(Beginning of Listed entries)

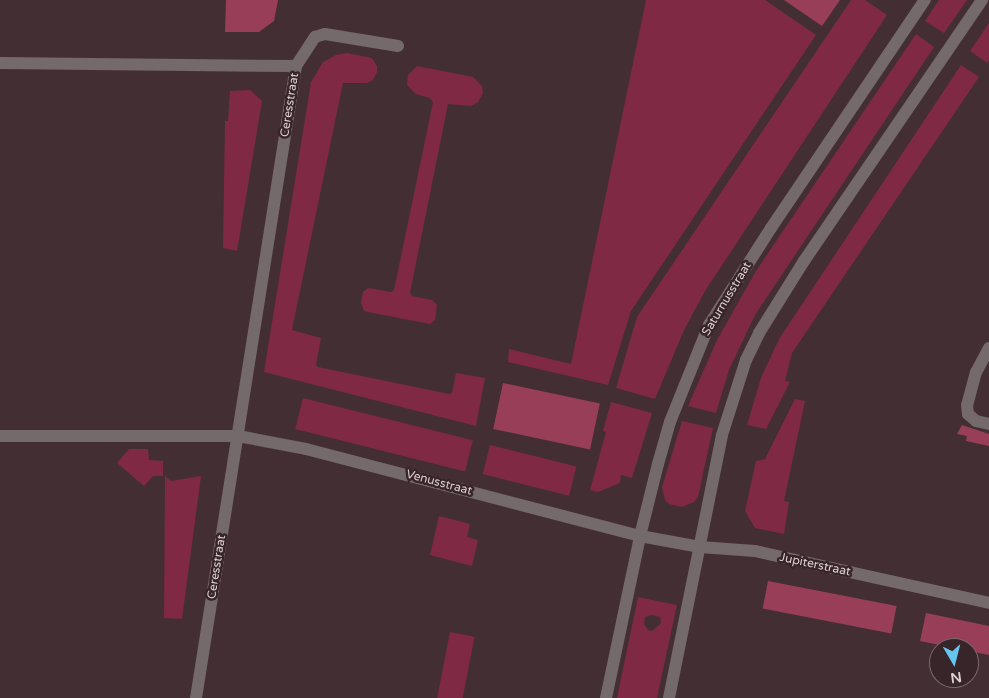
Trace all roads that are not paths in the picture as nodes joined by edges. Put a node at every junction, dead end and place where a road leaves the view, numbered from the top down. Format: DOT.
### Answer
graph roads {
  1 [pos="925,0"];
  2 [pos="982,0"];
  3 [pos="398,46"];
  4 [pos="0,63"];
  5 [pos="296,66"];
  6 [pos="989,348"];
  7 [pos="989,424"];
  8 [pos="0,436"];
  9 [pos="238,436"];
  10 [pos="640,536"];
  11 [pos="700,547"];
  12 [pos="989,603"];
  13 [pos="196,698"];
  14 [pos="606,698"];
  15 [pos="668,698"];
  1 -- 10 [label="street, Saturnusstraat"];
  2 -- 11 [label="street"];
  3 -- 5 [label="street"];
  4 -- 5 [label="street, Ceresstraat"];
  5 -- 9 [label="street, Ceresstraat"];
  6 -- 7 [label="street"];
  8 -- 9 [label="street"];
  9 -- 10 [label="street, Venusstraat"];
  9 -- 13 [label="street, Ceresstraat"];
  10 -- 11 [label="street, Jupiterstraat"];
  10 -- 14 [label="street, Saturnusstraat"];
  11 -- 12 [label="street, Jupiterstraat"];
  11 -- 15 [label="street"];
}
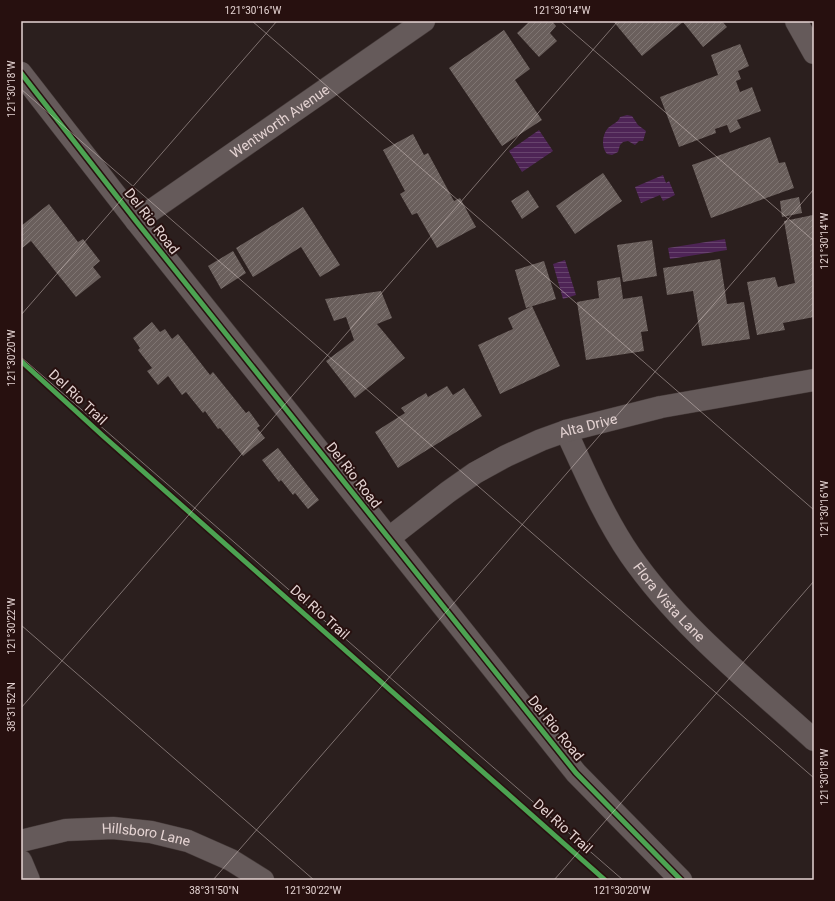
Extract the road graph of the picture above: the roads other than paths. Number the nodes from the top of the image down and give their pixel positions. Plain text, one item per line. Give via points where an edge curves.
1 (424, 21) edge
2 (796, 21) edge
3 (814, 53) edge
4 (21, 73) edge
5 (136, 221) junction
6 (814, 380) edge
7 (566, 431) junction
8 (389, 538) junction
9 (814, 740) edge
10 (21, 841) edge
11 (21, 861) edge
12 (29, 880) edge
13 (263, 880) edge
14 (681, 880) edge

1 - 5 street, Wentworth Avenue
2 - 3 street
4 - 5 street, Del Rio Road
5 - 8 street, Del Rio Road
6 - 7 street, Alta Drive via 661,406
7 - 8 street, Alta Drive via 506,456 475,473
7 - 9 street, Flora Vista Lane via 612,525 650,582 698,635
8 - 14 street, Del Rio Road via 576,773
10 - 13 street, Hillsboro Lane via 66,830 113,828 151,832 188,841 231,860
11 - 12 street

(End of Listed entries)

[Task]
Everything from the line with "Extract the road" to the last line of the entries above is to be retyped exactly. Include both ends.

[Finished exercise]
Extract the road graph of the picture above: the roads other than paths. Number the nodes from the top of the image down and give their pixel positions. Plain text, one item per line. Give via points where an edge curves.
1 (424, 21) edge
2 (796, 21) edge
3 (814, 53) edge
4 (21, 73) edge
5 (136, 221) junction
6 (814, 380) edge
7 (566, 431) junction
8 (389, 538) junction
9 (814, 740) edge
10 (21, 841) edge
11 (21, 861) edge
12 (29, 880) edge
13 (263, 880) edge
14 (681, 880) edge

1 - 5 street, Wentworth Avenue
2 - 3 street
4 - 5 street, Del Rio Road
5 - 8 street, Del Rio Road
6 - 7 street, Alta Drive via 661,406
7 - 8 street, Alta Drive via 506,456 475,473
7 - 9 street, Flora Vista Lane via 612,525 650,582 698,635
8 - 14 street, Del Rio Road via 576,773
10 - 13 street, Hillsboro Lane via 66,830 113,828 151,832 188,841 231,860
11 - 12 street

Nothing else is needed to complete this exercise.